◆ **DATA TO PROCESS**:
════════════════════

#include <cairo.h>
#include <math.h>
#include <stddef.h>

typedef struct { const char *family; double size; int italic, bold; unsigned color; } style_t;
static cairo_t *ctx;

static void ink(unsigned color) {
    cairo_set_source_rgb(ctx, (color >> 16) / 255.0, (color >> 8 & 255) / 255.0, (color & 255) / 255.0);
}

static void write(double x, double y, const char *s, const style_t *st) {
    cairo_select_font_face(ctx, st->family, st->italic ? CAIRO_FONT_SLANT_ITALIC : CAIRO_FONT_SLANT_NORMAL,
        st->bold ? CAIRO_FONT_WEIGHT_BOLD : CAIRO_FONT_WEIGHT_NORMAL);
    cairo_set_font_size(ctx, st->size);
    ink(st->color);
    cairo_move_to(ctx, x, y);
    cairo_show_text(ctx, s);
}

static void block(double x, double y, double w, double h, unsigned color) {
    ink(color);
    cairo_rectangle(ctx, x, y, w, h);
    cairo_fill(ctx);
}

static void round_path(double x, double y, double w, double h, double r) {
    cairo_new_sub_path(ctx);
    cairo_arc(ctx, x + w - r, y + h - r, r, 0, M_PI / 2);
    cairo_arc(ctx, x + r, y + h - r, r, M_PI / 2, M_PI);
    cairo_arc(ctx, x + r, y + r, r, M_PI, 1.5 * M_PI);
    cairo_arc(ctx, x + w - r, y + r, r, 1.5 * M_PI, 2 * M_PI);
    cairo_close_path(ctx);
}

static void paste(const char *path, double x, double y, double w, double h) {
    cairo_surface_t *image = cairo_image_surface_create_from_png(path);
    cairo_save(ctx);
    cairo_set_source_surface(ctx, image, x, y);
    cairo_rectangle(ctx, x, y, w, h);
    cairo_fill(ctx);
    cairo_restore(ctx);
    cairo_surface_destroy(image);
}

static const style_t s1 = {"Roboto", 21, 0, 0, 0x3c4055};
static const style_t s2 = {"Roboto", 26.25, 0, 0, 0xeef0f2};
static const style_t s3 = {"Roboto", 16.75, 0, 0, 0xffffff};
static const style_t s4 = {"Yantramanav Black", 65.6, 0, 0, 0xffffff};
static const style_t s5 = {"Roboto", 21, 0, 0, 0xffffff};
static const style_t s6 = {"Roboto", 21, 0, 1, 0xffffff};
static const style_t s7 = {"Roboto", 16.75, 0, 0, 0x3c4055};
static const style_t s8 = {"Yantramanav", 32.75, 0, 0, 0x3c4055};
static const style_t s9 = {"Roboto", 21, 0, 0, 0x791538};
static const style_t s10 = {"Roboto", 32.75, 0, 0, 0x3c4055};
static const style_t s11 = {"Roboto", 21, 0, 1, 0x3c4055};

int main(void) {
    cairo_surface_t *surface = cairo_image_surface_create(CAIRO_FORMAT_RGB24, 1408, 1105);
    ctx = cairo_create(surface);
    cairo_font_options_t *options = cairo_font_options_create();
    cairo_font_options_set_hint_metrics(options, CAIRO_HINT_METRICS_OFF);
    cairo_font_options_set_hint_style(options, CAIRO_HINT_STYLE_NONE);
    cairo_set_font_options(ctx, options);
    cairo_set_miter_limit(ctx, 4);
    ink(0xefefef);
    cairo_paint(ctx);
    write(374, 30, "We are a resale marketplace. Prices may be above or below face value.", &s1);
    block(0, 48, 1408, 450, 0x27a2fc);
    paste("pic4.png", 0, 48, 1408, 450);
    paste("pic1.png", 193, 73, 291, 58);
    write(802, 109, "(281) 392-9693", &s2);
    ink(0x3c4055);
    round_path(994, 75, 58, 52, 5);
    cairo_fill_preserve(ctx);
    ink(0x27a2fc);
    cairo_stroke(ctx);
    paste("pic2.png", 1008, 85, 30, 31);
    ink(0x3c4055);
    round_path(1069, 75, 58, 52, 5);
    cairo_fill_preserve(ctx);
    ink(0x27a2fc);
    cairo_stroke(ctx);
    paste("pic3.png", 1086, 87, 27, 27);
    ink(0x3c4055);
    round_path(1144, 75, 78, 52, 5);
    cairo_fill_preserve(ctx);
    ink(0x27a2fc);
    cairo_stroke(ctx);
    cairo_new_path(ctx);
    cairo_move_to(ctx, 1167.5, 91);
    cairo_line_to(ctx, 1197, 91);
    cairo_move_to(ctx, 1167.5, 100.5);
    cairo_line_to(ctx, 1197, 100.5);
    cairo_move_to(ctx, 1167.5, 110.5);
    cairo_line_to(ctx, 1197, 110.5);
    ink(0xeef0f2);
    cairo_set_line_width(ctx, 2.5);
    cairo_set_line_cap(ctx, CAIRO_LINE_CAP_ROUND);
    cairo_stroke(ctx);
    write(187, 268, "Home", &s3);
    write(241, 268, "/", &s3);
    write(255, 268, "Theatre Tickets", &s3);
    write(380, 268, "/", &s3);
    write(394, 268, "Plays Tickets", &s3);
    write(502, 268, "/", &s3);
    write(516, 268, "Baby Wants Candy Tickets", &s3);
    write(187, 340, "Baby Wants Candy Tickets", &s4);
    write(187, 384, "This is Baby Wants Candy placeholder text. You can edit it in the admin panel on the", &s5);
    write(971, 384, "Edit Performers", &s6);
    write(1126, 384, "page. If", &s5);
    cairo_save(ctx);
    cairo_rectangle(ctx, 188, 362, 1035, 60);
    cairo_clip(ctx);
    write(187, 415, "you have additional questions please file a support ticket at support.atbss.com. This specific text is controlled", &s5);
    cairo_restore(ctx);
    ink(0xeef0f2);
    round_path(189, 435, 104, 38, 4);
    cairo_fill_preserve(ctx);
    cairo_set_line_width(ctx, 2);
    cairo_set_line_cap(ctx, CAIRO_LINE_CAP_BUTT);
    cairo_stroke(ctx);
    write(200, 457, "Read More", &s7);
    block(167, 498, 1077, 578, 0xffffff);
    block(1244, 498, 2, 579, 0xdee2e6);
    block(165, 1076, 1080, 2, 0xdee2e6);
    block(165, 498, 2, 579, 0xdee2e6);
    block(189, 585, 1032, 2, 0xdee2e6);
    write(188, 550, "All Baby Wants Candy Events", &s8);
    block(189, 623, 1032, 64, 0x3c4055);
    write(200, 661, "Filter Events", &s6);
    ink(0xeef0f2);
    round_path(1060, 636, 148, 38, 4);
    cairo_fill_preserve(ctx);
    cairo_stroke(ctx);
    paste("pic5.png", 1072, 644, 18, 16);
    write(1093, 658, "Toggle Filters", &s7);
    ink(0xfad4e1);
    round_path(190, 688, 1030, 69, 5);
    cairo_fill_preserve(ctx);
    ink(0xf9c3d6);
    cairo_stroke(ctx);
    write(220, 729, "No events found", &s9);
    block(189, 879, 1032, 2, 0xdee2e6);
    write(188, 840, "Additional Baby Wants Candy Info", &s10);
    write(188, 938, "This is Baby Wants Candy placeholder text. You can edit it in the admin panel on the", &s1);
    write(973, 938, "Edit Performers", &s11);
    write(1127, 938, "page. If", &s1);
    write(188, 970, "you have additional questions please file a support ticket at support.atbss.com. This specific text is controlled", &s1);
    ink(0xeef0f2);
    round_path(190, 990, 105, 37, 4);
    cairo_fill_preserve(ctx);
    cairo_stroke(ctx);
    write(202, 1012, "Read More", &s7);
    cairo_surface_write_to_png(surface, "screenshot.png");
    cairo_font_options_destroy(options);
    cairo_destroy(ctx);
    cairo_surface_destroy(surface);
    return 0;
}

════════════════════

What you return should be exactly the lines above, starting at the one with "static void paste(const" and ending at the one with "cairo_set_miter_limit(ctx, 4);", and nothing else.

◆ **ANSWER TO THIS TASK**:
static void paste(const char *path, double x, double y, double w, double h) {
    cairo_surface_t *image = cairo_image_surface_create_from_png(path);
    cairo_save(ctx);
    cairo_set_source_surface(ctx, image, x, y);
    cairo_rectangle(ctx, x, y, w, h);
    cairo_fill(ctx);
    cairo_restore(ctx);
    cairo_surface_destroy(image);
}

static const style_t s1 = {"Roboto", 21, 0, 0, 0x3c4055};
static const style_t s2 = {"Roboto", 26.25, 0, 0, 0xeef0f2};
static const style_t s3 = {"Roboto", 16.75, 0, 0, 0xffffff};
static const style_t s4 = {"Yantramanav Black", 65.6, 0, 0, 0xffffff};
static const style_t s5 = {"Roboto", 21, 0, 0, 0xffffff};
static const style_t s6 = {"Roboto", 21, 0, 1, 0xffffff};
static const style_t s7 = {"Roboto", 16.75, 0, 0, 0x3c4055};
static const style_t s8 = {"Yantramanav", 32.75, 0, 0, 0x3c4055};
static const style_t s9 = {"Roboto", 21, 0, 0, 0x791538};
static const style_t s10 = {"Roboto", 32.75, 0, 0, 0x3c4055};
static const style_t s11 = {"Roboto", 21, 0, 1, 0x3c4055};

int main(void) {
    cairo_surface_t *surface = cairo_image_surface_create(CAIRO_FORMAT_RGB24, 1408, 1105);
    ctx = cairo_create(surface);
    cairo_font_options_t *options = cairo_font_options_create();
    cairo_font_options_set_hint_metrics(options, CAIRO_HINT_METRICS_OFF);
    cairo_font_options_set_hint_style(options, CAIRO_HINT_STYLE_NONE);
    cairo_set_font_options(ctx, options);
    cairo_set_miter_limit(ctx, 4);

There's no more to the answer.